Similarly, tech journalist Adi Robertson once attended a demonstration for a head-mounted display designed to track the user’s eye movements. When the device failed to function correctly for her, an employee asked whether she was wearing mascara.
After recalibration, the device worked perfectly, highlighting the rare consideration of makeup in tech design. Notably, this VR startup was the only one Adi had encountered with a female founder, underscoring the importance of women’s presence in leadership roles to address such overlooked details.
How to Break The Invisible Loops of Inequality?
The “one size fits all” approach persists because it reduces costs and streamlines production for manufacturers.
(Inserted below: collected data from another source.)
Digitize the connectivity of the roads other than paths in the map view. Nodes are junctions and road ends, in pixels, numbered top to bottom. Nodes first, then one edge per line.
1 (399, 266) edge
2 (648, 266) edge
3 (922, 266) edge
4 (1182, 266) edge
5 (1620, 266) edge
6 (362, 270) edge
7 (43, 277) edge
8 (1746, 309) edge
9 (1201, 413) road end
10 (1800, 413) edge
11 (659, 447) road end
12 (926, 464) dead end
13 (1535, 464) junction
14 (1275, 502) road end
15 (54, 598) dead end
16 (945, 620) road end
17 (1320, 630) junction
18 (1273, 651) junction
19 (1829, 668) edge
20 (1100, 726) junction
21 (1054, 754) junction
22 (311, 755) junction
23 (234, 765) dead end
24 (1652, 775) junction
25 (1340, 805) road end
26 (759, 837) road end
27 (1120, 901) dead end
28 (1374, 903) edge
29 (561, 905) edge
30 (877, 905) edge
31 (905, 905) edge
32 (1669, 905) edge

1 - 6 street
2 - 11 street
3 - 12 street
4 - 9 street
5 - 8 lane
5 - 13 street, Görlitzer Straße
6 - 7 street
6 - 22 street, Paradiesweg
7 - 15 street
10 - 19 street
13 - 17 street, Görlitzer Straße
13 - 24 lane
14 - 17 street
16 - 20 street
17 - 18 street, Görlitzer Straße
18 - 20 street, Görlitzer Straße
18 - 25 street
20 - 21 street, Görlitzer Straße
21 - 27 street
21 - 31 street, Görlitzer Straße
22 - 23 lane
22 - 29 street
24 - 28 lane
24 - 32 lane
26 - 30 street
However, when products that are intended to be gender-neutral are inherently biased towards men, the immediate consequences fall on women.
This isn’t just a matter of flawed science—where women’s productivity and access to certain jobs are hindered—but also a moral issue, especially when it compromises women’s health and safety.
Women are often undervalued in the workplace, not because they lack competence, but because the tools and environments they work in are not designed for them. This reinforces harmful stereotypes about women’s abilities.
Worse still, when women are consistently placed at a disadvantage, they may internalize these biases, doubting their skills and suitability for particular roles. This loop not only exacerbates the gender pay gap, but also limits female involvement in a variety of industries.
Instead of placing the burden on women to adapt to systems not created for them, we need to address the systemic gaps in representation and design. The focus should be on creating products and environments that are inclusive.
Each new season brings innovative products, but they should be designed to serve everyone—women included—not just designed to better suit men.